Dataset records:
=== Begin Enclosure ===
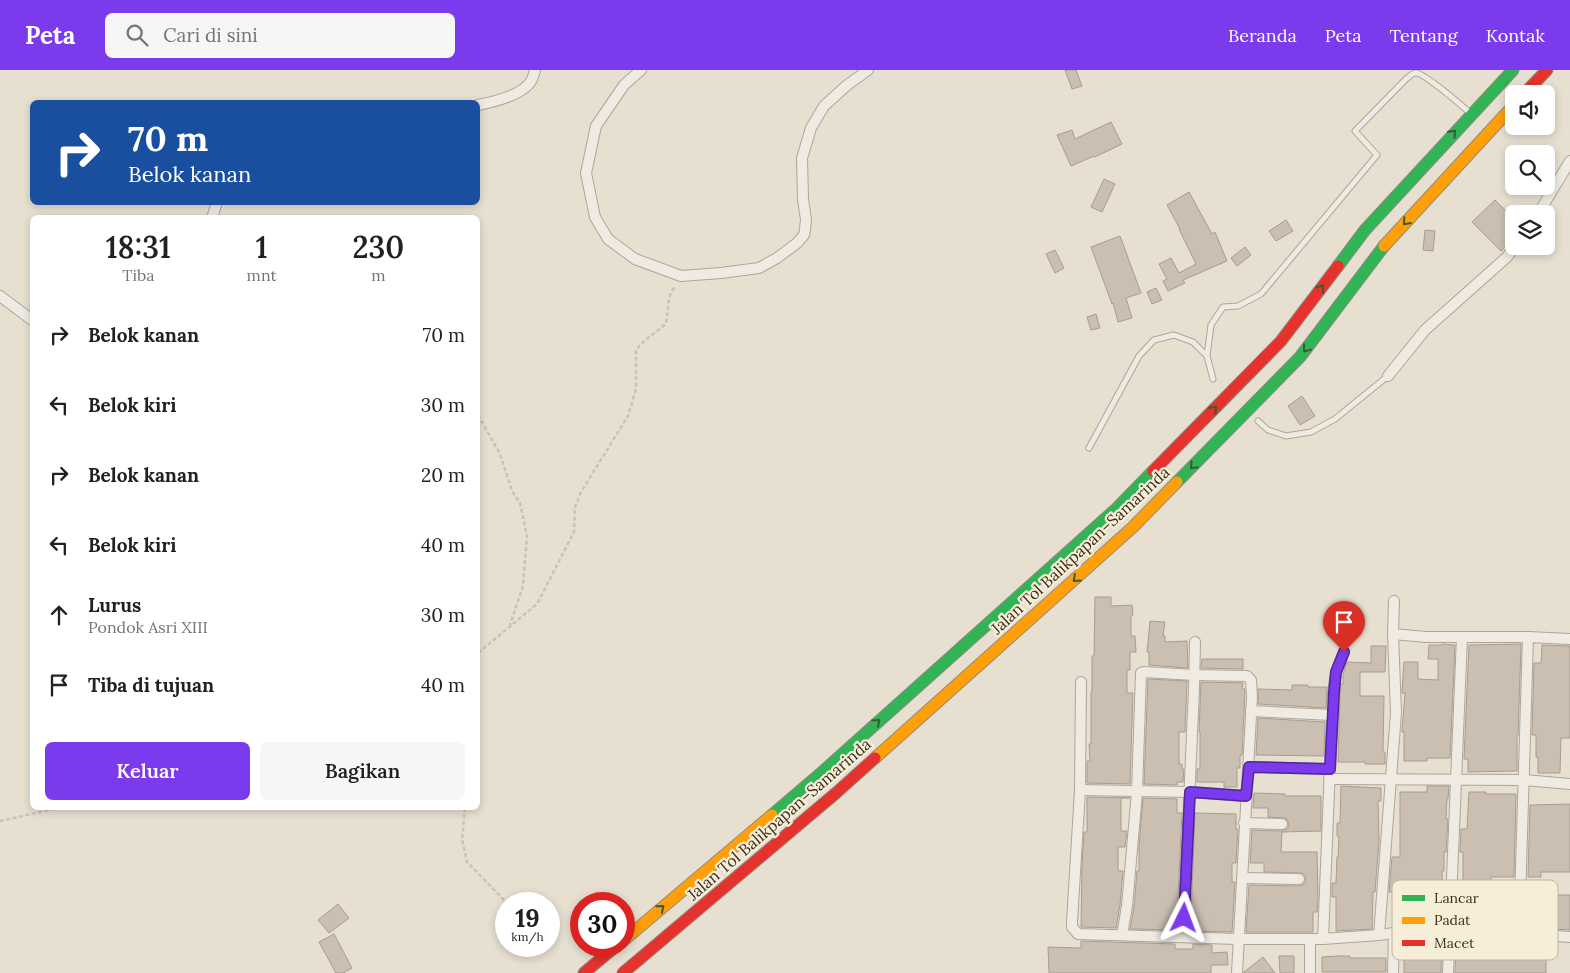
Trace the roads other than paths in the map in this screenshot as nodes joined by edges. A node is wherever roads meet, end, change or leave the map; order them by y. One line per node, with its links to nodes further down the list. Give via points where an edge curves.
1 (535, 70): 7 (street, via 531,81 521,91)
2 (641, 70): 3 (street, via 624,85 596,126 586,173 595,217 608,239 635,259 681,276 759,268 797,243 805,229 802,158 811,128 824,106)
3 (868, 70)
4 (1513, 70): 8 (highway, Jalan Tol Balikpapan–Samarinda)
5 (1547, 70): 6 (highway)
6 (1533, 85)
7 (480, 104)
8 (1472, 113): 15 (lane, via 1419,73 1406,79 1355,131 1377,155 1261,294 1238,306 1223,307 1211,325); 47 (highway, Jalan Tol Balikpapan–Samarinda, one-way to 8, via 820,774 1116,509 1281,340 1365,230)
9 (1505, 115): 59 (highway, Jalan Tol Balikpapan–Samarinda, one-way to 59, via 1384,246 1300,357 1133,527 836,793)
10 (1570, 161): 11 (street)
11 (1543, 205)
12 (1509, 255): 16 (street, via 1425,330)
13 (0, 296): 14 (street)
14 (30, 318)
15 (1207, 356): 17 (lane); 19 (lane, via 1194,342 1174,335 1154,340 1139,356)
16 (1388, 376): 18 (lane, via 1335,419 1310,432 1286,436 1268,430)
17 (1213, 379)
18 (1258, 421)
19 (1088, 448)
20 (1394, 601): 21 (street)
21 (1393, 634): 22 (street); 33 (street, via 1396,713)
22 (1462, 637): 23 (street); 35 (street)
23 (1528, 638): 24 (street); 34 (street)
24 (1570, 639)
25 (1195, 642): 27 (street)
26 (1344, 652): 30 (street, via 1336,672)
27 (1194, 676): 29 (street, via 1247,676 1251,680); 38 (street, via 1141,673); 39 (street)
28 (1081, 682): 37 (street)
29 (1251, 711): 30 (street); 31 (street)
30 (1332, 716): 32 (street)
31 (1249, 767): 32 (street); 40 (street)
32 (1330, 774): 33 (street); 53 (street)
33 (1392, 778): 35 (street); 51 (street)
34 (1524, 780): 35 (street); 36 (street); 46 (street)
35 (1456, 781): 45 (street)
36 (1570, 784)
37 (1080, 790): 38 (street); 49 (street, via 1072,927 1078,934)
38 (1137, 792): 39 (street); 49 (street)
39 (1190, 792): 40 (street); 50 (street)
40 (1246, 796): 41 (street)
41 (1244, 823): 42 (street); 43 (street)
42 (1282, 824)
43 (1242, 878): 44 (street); 52 (street)
44 (1299, 879)
45 (1451, 880)
46 (1521, 880)
47 (635, 931)
48 (1392, 933): 51 (street)
49 (1122, 935): 50 (street)
50 (1182, 936): 52 (street)
51 (1379, 936): 53 (street)
52 (1238, 939): 54 (street); 60 (street)
53 (1323, 939): 54 (street)
54 (1310, 940): 61 (street)
55 (603, 957): 58 (highway)
56 (1393, 960): 62 (street)
57 (1448, 960): 63 (street)
58 (584, 973)
59 (623, 973)
60 (1237, 973)
61 (1310, 973)
62 (1393, 973)
63 (1448, 973)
=== End Enclosure ===
■ REQUIRED ACTION
Restate the data word for word, minus any images.

■ EXERCISE RESPONSE
Trace the roads other than paths in the map in this screenshot as nodes joined by edges. A node is wherever roads meet, end, change or leave the map; order them by y. One line per node, with its links to nodes further down the list. Give via points where an edge curves.
1 (535, 70): 7 (street, via 531,81 521,91)
2 (641, 70): 3 (street, via 624,85 596,126 586,173 595,217 608,239 635,259 681,276 759,268 797,243 805,229 802,158 811,128 824,106)
3 (868, 70)
4 (1513, 70): 8 (highway, Jalan Tol Balikpapan–Samarinda)
5 (1547, 70): 6 (highway)
6 (1533, 85)
7 (480, 104)
8 (1472, 113): 15 (lane, via 1419,73 1406,79 1355,131 1377,155 1261,294 1238,306 1223,307 1211,325); 47 (highway, Jalan Tol Balikpapan–Samarinda, one-way to 8, via 820,774 1116,509 1281,340 1365,230)
9 (1505, 115): 59 (highway, Jalan Tol Balikpapan–Samarinda, one-way to 59, via 1384,246 1300,357 1133,527 836,793)
10 (1570, 161): 11 (street)
11 (1543, 205)
12 (1509, 255): 16 (street, via 1425,330)
13 (0, 296): 14 (street)
14 (30, 318)
15 (1207, 356): 17 (lane); 19 (lane, via 1194,342 1174,335 1154,340 1139,356)
16 (1388, 376): 18 (lane, via 1335,419 1310,432 1286,436 1268,430)
17 (1213, 379)
18 (1258, 421)
19 (1088, 448)
20 (1394, 601): 21 (street)
21 (1393, 634): 22 (street); 33 (street, via 1396,713)
22 (1462, 637): 23 (street); 35 (street)
23 (1528, 638): 24 (street); 34 (street)
24 (1570, 639)
25 (1195, 642): 27 (street)
26 (1344, 652): 30 (street, via 1336,672)
27 (1194, 676): 29 (street, via 1247,676 1251,680); 38 (street, via 1141,673); 39 (street)
28 (1081, 682): 37 (street)
29 (1251, 711): 30 (street); 31 (street)
30 (1332, 716): 32 (street)
31 (1249, 767): 32 (street); 40 (street)
32 (1330, 774): 33 (street); 53 (street)
33 (1392, 778): 35 (street); 51 (street)
34 (1524, 780): 35 (street); 36 (street); 46 (street)
35 (1456, 781): 45 (street)
36 (1570, 784)
37 (1080, 790): 38 (street); 49 (street, via 1072,927 1078,934)
38 (1137, 792): 39 (street); 49 (street)
39 (1190, 792): 40 (street); 50 (street)
40 (1246, 796): 41 (street)
41 (1244, 823): 42 (street); 43 (street)
42 (1282, 824)
43 (1242, 878): 44 (street); 52 (street)
44 (1299, 879)
45 (1451, 880)
46 (1521, 880)
47 (635, 931)
48 (1392, 933): 51 (street)
49 (1122, 935): 50 (street)
50 (1182, 936): 52 (street)
51 (1379, 936): 53 (street)
52 (1238, 939): 54 (street); 60 (street)
53 (1323, 939): 54 (street)
54 (1310, 940): 61 (street)
55 (603, 957): 58 (highway)
56 (1393, 960): 62 (street)
57 (1448, 960): 63 (street)
58 (584, 973)
59 (623, 973)
60 (1237, 973)
61 (1310, 973)
62 (1393, 973)
63 (1448, 973)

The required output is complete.